Mais il existe des formes d’échanges des fichiers au sein de communautés fermées, qui rentrent peut-être dans cette catégorie. Benjamin Sonntag avait consacré l’été dernier un billet passionnant, dans lequel il étudiait les règles de fonctionnement de plusieurs de ces communautés privées d’échanges de fichiers en P2P via le protocole BitTorrent, dans lesquelles on ne peut entrer que par cooptation et qui observent des règles strictes afin de se protéger de la surveillance et de la répression du partage (parrainage, ratio, etc).

Souvent organisés par type d’oeuvres (films, musiques, livres) et parfois même par genres, ces groupes constituent à n’en pas douter des "communautés d’intérêts", pour reprendre le terme employé par la Cour de Cassation. Leurs membres se regroupent par affinités et partagent des objectifs communs, liés aux oeuvres qu’ils échangent. Là où elles s’éloignent des critères employées, c’est qu’elles rassemblent souvent des dizaines de milliers de membres ce qui excède le "nombre très restreint" évoqué par la Cour de Cassation.

Mais il existe d’autres formes d’échange de fichiers qui correspondent sans doute à la définition donnée par la Cour. Songeons par exemple à l’envoi de liens de téléchargement via Dropbox à un ami, à l’échange de fichiers par mail ou à ces échanges de disques durs ou de clés USB entre proches, qui correspondent si l’on en croît les études des pratiques, à une part croissante – si ce n’est majoritaire – des échanges de fichiers aujourd’hui.

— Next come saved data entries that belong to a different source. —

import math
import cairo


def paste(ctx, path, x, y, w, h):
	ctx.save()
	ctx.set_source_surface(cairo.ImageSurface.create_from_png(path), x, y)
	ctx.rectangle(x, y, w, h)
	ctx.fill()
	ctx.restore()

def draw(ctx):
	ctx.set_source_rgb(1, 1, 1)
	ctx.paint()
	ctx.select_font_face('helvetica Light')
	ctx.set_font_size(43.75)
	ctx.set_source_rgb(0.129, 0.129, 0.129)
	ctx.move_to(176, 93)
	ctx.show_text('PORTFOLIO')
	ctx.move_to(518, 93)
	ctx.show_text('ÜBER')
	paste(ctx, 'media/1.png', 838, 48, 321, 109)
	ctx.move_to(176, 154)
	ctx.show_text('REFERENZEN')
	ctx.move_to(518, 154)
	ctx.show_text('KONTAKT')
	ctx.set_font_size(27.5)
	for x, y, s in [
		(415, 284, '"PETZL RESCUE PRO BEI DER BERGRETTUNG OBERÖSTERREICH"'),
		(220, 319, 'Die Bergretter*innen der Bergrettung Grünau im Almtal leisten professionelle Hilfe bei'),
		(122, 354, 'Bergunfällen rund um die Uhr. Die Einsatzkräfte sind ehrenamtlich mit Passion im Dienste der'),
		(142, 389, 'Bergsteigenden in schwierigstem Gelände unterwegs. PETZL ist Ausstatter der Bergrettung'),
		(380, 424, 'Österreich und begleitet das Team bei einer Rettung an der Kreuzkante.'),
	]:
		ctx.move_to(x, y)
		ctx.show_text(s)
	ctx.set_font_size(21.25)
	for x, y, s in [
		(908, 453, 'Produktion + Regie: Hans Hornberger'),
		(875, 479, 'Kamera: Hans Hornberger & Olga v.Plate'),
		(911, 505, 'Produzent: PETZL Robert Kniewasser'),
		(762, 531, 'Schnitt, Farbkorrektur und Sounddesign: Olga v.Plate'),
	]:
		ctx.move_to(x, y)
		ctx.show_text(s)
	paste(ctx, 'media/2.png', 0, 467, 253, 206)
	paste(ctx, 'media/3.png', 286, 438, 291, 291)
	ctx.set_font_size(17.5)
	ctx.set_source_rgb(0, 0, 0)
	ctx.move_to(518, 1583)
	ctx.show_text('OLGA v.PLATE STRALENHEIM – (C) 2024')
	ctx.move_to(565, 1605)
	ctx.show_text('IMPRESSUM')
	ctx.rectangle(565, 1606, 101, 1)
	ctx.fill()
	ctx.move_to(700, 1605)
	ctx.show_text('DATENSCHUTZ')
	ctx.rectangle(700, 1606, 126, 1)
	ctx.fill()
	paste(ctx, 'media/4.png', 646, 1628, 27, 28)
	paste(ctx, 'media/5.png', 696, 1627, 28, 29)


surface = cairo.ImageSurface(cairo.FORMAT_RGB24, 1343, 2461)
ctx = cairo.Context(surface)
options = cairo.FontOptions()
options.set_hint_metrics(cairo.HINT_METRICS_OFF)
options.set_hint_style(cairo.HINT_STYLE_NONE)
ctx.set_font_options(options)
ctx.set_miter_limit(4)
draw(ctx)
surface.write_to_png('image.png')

A vrai dire, certains ont déjà proposé de redéfinir la notion de cercle de famille pour l’étendre à un "cercle de proximité". Hervé Le Crosnier, par exemple, dans sa proposition de Licence Édition Equitable, avait envisagé d’instaurer un nouveau pacte entre l’éditeur et le lecteur de livre numérique. Il proposait d’élargir les usages des oeuvres protégées dans une mesure raisonnable :

Le lecteur/lectrice a le droit de faire circuler le document édité au sein de son cercle de proximité (y compris élargi à ses amis proches). Toutefois, cette liberté ne permet pas de rompre l’équilibre et l’équité en diffusant massivement ou à des inconnus.

Cette proposition n’a pas été suivie d’applications concrètes, mais elle fait à présent écho à cette nouvelle définition de la sphère privée par la Cour de Cassation, articulée autour de la notion de "communauté d’intérêts".

Le casse-tête du statut juridique du partage… (Sharing. Par ryancr. CC-BY-NC. Source : Flickr)

Une piste pour la légalisation du partage ?

Le raisonnement suivi dans ce billet repose sur une analogie et il est clair que le régime de la liberté d’expression et celui du droit d’auteur ne sont pas en l’état superposables. On ne peut déduire d’une décision rendue par la Cour de Cassation en matière d’injures qu’elle suivrait le même raisonnement pour une affaire de contrefaçon. Mais rien n’interdit de soulever la question.

La première limite de cette analogie réside dans le fait qu’en France, les exceptions au droit d’auteur sont interprétées strictement par les juges, notamment au travers de ce qu’on appelle le test en trois étapes. Sur cette base, la Cour de Cassation s’est déjà montrée très sévère, notamment à propos de la copie privée (affaire Mulholland Drive), dès lors qu’elle estime que l’usage d’une exception peut menacer l’exploitation normale d’une oeuvre. Les échanges dans un cercle de proximité, s’effectuant en ligne et non plus IRL, peuvent-ils passer à travers un tel test ? Ce n’est pas certain, mais des études montrent le rôle social important que joue cette forme de recommandation des œuvres par le prêt, le don et l’échange d’œuvres. Apporter la preuve d’un préjudice lié à ces échanges pourrait s’avérer plus complexe qu’on ne pense pour les titulaires de droits.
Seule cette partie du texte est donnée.